### What you will do
Transcribe the entries below exactly as they appear.

### Data listing
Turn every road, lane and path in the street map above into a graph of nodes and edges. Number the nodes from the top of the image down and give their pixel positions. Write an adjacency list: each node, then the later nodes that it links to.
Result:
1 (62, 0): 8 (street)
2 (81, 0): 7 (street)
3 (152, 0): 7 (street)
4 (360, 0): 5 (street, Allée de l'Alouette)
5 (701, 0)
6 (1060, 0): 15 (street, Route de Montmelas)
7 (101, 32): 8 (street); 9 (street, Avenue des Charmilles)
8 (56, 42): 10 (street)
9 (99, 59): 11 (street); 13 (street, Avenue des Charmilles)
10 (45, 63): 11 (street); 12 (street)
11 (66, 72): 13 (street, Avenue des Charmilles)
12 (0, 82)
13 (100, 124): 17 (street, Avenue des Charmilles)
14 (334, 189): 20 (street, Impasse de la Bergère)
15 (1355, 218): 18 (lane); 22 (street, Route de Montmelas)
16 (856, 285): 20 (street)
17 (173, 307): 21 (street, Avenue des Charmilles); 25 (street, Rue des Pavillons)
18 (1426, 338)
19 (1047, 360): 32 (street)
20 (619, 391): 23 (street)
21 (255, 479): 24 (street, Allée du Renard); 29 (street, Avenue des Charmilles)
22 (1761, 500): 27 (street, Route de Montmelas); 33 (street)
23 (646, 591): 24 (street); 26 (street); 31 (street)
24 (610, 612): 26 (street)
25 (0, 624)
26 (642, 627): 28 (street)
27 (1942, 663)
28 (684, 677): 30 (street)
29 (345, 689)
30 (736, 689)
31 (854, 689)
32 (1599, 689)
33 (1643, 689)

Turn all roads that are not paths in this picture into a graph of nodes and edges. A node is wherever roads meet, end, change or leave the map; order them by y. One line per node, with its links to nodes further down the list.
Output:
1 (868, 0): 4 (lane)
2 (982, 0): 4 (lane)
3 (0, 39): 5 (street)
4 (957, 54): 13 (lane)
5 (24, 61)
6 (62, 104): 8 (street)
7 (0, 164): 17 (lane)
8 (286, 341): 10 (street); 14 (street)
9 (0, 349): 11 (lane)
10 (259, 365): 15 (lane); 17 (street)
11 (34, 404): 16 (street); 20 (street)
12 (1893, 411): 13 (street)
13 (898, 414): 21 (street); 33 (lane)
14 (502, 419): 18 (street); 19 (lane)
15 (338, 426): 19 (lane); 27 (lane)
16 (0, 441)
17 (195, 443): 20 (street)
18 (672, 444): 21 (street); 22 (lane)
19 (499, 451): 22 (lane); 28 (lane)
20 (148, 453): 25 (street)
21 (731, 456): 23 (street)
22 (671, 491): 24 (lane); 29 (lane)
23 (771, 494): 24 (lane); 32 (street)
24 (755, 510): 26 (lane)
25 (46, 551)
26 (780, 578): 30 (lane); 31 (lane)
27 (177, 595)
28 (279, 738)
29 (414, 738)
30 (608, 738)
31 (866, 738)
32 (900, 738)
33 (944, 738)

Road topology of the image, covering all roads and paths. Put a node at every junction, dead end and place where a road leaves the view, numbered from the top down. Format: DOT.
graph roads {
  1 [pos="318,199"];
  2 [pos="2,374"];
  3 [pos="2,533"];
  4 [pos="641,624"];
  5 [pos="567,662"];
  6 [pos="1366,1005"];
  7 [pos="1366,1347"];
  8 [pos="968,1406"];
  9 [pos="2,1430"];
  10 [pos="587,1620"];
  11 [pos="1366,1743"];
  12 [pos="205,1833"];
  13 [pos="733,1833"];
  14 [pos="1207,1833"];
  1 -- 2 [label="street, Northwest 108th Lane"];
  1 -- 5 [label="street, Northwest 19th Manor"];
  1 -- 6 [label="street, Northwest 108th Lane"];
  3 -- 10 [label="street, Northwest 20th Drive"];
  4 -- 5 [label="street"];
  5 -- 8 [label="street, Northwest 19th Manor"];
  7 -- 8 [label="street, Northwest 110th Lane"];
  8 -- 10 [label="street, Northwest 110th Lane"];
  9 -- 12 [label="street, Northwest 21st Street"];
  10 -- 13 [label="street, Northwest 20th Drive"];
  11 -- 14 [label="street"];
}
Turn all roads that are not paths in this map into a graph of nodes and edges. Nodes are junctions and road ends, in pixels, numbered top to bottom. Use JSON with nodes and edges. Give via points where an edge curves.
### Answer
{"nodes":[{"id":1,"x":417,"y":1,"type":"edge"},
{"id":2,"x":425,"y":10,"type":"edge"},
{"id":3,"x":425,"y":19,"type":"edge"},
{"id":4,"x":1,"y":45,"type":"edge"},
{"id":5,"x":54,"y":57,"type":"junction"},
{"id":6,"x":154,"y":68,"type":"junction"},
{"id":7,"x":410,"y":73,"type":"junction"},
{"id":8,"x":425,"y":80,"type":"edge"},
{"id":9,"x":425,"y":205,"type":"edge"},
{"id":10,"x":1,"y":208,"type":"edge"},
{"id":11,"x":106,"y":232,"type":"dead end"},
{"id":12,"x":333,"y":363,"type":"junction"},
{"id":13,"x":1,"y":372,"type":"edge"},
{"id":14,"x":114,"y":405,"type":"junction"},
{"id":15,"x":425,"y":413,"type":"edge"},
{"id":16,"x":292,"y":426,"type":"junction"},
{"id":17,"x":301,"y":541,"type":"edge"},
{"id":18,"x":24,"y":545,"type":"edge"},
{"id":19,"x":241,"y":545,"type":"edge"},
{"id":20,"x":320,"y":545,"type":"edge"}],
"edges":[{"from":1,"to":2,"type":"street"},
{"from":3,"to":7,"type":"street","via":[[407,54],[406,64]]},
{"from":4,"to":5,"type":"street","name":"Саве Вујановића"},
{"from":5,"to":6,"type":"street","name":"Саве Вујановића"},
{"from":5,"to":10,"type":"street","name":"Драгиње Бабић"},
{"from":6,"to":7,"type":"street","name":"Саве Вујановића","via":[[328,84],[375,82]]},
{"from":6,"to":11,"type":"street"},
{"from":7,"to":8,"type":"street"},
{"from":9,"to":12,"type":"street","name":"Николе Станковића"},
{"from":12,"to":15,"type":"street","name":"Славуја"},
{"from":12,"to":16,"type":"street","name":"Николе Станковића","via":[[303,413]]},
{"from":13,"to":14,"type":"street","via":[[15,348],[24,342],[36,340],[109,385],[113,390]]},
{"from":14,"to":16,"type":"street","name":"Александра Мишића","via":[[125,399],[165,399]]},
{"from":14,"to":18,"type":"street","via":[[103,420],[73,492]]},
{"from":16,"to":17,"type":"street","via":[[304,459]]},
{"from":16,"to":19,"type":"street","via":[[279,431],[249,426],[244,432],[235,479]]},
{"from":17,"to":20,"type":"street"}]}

### Answer to the exercise
Turn every road, lane and path in the street map above into a graph of nodes and edges. Number the nodes from the top of the image down and give their pixel positions. Write an adjacency list: each node, then the later nodes that it links to.
Result:
1 (62, 0): 8 (street)
2 (81, 0): 7 (street)
3 (152, 0): 7 (street)
4 (360, 0): 5 (street, Allée de l'Alouette)
5 (701, 0)
6 (1060, 0): 15 (street, Route de Montmelas)
7 (101, 32): 8 (street); 9 (street, Avenue des Charmilles)
8 (56, 42): 10 (street)
9 (99, 59): 11 (street); 13 (street, Avenue des Charmilles)
10 (45, 63): 11 (street); 12 (street)
11 (66, 72): 13 (street, Avenue des Charmilles)
12 (0, 82)
13 (100, 124): 17 (street, Avenue des Charmilles)
14 (334, 189): 20 (street, Impasse de la Bergère)
15 (1355, 218): 18 (lane); 22 (street, Route de Montmelas)
16 (856, 285): 20 (street)
17 (173, 307): 21 (street, Avenue des Charmilles); 25 (street, Rue des Pavillons)
18 (1426, 338)
19 (1047, 360): 32 (street)
20 (619, 391): 23 (street)
21 (255, 479): 24 (street, Allée du Renard); 29 (street, Avenue des Charmilles)
22 (1761, 500): 27 (street, Route de Montmelas); 33 (street)
23 (646, 591): 24 (street); 26 (street); 31 (street)
24 (610, 612): 26 (street)
25 (0, 624)
26 (642, 627): 28 (street)
27 (1942, 663)
28 (684, 677): 30 (street)
29 (345, 689)
30 (736, 689)
31 (854, 689)
32 (1599, 689)
33 (1643, 689)

Turn all roads that are not paths in this picture into a graph of nodes and edges. A node is wherever roads meet, end, change or leave the map; order them by y. One line per node, with its links to nodes further down the list.
Output:
1 (868, 0): 4 (lane)
2 (982, 0): 4 (lane)
3 (0, 39): 5 (street)
4 (957, 54): 13 (lane)
5 (24, 61)
6 (62, 104): 8 (street)
7 (0, 164): 17 (lane)
8 (286, 341): 10 (street); 14 (street)
9 (0, 349): 11 (lane)
10 (259, 365): 15 (lane); 17 (street)
11 (34, 404): 16 (street); 20 (street)
12 (1893, 411): 13 (street)
13 (898, 414): 21 (street); 33 (lane)
14 (502, 419): 18 (street); 19 (lane)
15 (338, 426): 19 (lane); 27 (lane)
16 (0, 441)
17 (195, 443): 20 (street)
18 (672, 444): 21 (street); 22 (lane)
19 (499, 451): 22 (lane); 28 (lane)
20 (148, 453): 25 (street)
21 (731, 456): 23 (street)
22 (671, 491): 24 (lane); 29 (lane)
23 (771, 494): 24 (lane); 32 (street)
24 (755, 510): 26 (lane)
25 (46, 551)
26 (780, 578): 30 (lane); 31 (lane)
27 (177, 595)
28 (279, 738)
29 (414, 738)
30 (608, 738)
31 (866, 738)
32 (900, 738)
33 (944, 738)

Road topology of the image, covering all roads and paths. Put a node at every junction, dead end and place where a road leaves the view, numbered from the top down. Format: DOT.
graph roads {
  1 [pos="318,199"];
  2 [pos="2,374"];
  3 [pos="2,533"];
  4 [pos="641,624"];
  5 [pos="567,662"];
  6 [pos="1366,1005"];
  7 [pos="1366,1347"];
  8 [pos="968,1406"];
  9 [pos="2,1430"];
  10 [pos="587,1620"];
  11 [pos="1366,1743"];
  12 [pos="205,1833"];
  13 [pos="733,1833"];
  14 [pos="1207,1833"];
  1 -- 2 [label="street, Northwest 108th Lane"];
  1 -- 5 [label="street, Northwest 19th Manor"];
  1 -- 6 [label="street, Northwest 108th Lane"];
  3 -- 10 [label="street, Northwest 20th Drive"];
  4 -- 5 [label="street"];
  5 -- 8 [label="street, Northwest 19th Manor"];
  7 -- 8 [label="street, Northwest 110th Lane"];
  8 -- 10 [label="street, Northwest 110th Lane"];
  9 -- 12 [label="street, Northwest 21st Street"];
  10 -- 13 [label="street, Northwest 20th Drive"];
  11 -- 14 [label="street"];
}
Turn all roads that are not paths in this map into a graph of nodes and edges. Nodes are junctions and road ends, in pixels, numbered top to bottom. Use JSON with nodes and edges. Give via points where an edge curves.
### Answer
{"nodes":[{"id":1,"x":417,"y":1,"type":"edge"},
{"id":2,"x":425,"y":10,"type":"edge"},
{"id":3,"x":425,"y":19,"type":"edge"},
{"id":4,"x":1,"y":45,"type":"edge"},
{"id":5,"x":54,"y":57,"type":"junction"},
{"id":6,"x":154,"y":68,"type":"junction"},
{"id":7,"x":410,"y":73,"type":"junction"},
{"id":8,"x":425,"y":80,"type":"edge"},
{"id":9,"x":425,"y":205,"type":"edge"},
{"id":10,"x":1,"y":208,"type":"edge"},
{"id":11,"x":106,"y":232,"type":"dead end"},
{"id":12,"x":333,"y":363,"type":"junction"},
{"id":13,"x":1,"y":372,"type":"edge"},
{"id":14,"x":114,"y":405,"type":"junction"},
{"id":15,"x":425,"y":413,"type":"edge"},
{"id":16,"x":292,"y":426,"type":"junction"},
{"id":17,"x":301,"y":541,"type":"edge"},
{"id":18,"x":24,"y":545,"type":"edge"},
{"id":19,"x":241,"y":545,"type":"edge"},
{"id":20,"x":320,"y":545,"type":"edge"}],
"edges":[{"from":1,"to":2,"type":"street"},
{"from":3,"to":7,"type":"street","via":[[407,54],[406,64]]},
{"from":4,"to":5,"type":"street","name":"Саве Вујановића"},
{"from":5,"to":6,"type":"street","name":"Саве Вујановића"},
{"from":5,"to":10,"type":"street","name":"Драгиње Бабић"},
{"from":6,"to":7,"type":"street","name":"Саве Вујановића","via":[[328,84],[375,82]]},
{"from":6,"to":11,"type":"street"},
{"from":7,"to":8,"type":"street"},
{"from":9,"to":12,"type":"street","name":"Николе Станковића"},
{"from":12,"to":15,"type":"street","name":"Славуја"},
{"from":12,"to":16,"type":"street","name":"Николе Станковића","via":[[303,413]]},
{"from":13,"to":14,"type":"street","via":[[15,348],[24,342],[36,340],[109,385],[113,390]]},
{"from":14,"to":16,"type":"street","name":"Александра Мишића","via":[[125,399],[165,399]]},
{"from":14,"to":18,"type":"street","via":[[103,420],[73,492]]},
{"from":16,"to":17,"type":"street","via":[[304,459]]},
{"from":16,"to":19,"type":"street","via":[[279,431],[249,426],[244,432],[235,479]]},
{"from":17,"to":20,"type":"street"}]}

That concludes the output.